Poche regole, un cavatappi con coltellino, incisione della capsula sotto il cercine e taglio verticale fino a metà del tappo, rimozione capsula tagliata, pulizia sopra il tappo e dopo la rimozione del tappo nella parte interna del collo della bottiglia, estrarre senza fare rumore, versare e degustare.

 

 

La Persistenza gusto-olfattiva del vino

Per ‘Persistenza’ si intende la quantità di tempo in cui gli aromi di un vino restano in modo percebile nella bocca, dopo aver deglutito. Più il vino è strutturato e ricco di aromi e più questo tempo si allunga. Si possono avere vini corti nei quali gli aromi scompaiono subito dopo aver deglutito (0-3 sec.), Poco persistenti se la percezione dura qualche secondo (3-5 sec.), Abbastanza persistenti quando il vino rimane percepibile tra gli 5 e gli 8 sec., mentre possiamo definirlo Persistente quando continuiamo a sentire aromi tra gli 8 e 10 sec., oppure Molto persistente quando supera i 12 sec.

La giusta temperatura del vino

La temperatura del vino incide sull’aspetto gusto olfattivo, più si abbassa e più vengono accentuate le caratteristiche di acidità, sapidità e tannini (le durezze nel vino), si esaltano gli aromi floreali/fruttati negli spumanti e nei vini frizzanti, in generale sui vini da vitigni aromatici la temperatura più bassa li esalta.

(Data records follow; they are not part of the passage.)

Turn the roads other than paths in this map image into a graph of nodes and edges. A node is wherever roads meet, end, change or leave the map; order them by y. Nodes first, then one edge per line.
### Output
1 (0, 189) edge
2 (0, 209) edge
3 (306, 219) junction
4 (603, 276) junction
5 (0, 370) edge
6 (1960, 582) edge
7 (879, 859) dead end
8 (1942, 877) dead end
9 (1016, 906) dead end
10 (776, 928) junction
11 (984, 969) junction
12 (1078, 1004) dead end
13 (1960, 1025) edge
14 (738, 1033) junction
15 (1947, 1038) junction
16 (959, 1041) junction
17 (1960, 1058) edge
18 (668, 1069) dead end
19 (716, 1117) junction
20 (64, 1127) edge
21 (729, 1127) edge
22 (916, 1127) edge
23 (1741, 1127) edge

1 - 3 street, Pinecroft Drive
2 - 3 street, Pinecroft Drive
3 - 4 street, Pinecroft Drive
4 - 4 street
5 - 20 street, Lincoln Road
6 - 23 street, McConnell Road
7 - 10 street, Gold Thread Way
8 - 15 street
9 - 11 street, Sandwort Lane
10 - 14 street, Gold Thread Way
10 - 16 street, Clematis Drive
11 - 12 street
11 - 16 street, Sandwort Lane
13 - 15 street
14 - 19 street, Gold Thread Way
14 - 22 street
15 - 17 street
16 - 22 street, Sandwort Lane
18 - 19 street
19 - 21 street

Viceversa è preferibile avere una temperatura più alta nei vini con più struttura, nei rossi in generale, dove alcoli, polialcoli e zuccheri (morbidezze) ne esaltano il corpo e il ventaglio gusto olfattivo. Un paio di esempi, se metti un rosso abbastanza strutturato in frigorifero avrai poi in bocca una sensazione allappante dominante determinata dai tannini, come mangiarsi un frutto acerbo, o lo Spumante servito a temperatura ambiente diventerà imbevibile perchè tutte le durezze che ha si saranno appiattite. Ciò non toglie che, ad esempio in estate con 30°, si possa gustare benissimo un rosso di corpo raffreddandolo leggermente, parlo di uno o due gradi in meno rispetto al consumo abituale. Di fatto, se conservi i vini in Cantina tra gli 11 e 15° hai ben poco da fare, aspetti un pochino per i rossi, o li passi in frigorifero per un’oretta o meno se sono spumanti o bianchi giovani.

In cantina è meglio conservare i bianchi negli scaffali sotto e mettere i rossi sopra, la temperatura dell’ambiente è più bassa vicino al pavimento, ideale una situazione di umidità 65-70%, in assenza di luce e senza la presenza di altri aromi (salumi, formaggi ecc..). Le bottiglie vanno riposte orizzontalmente in modo che i tappi in sughero siano in contatto con il vino e non si secchino.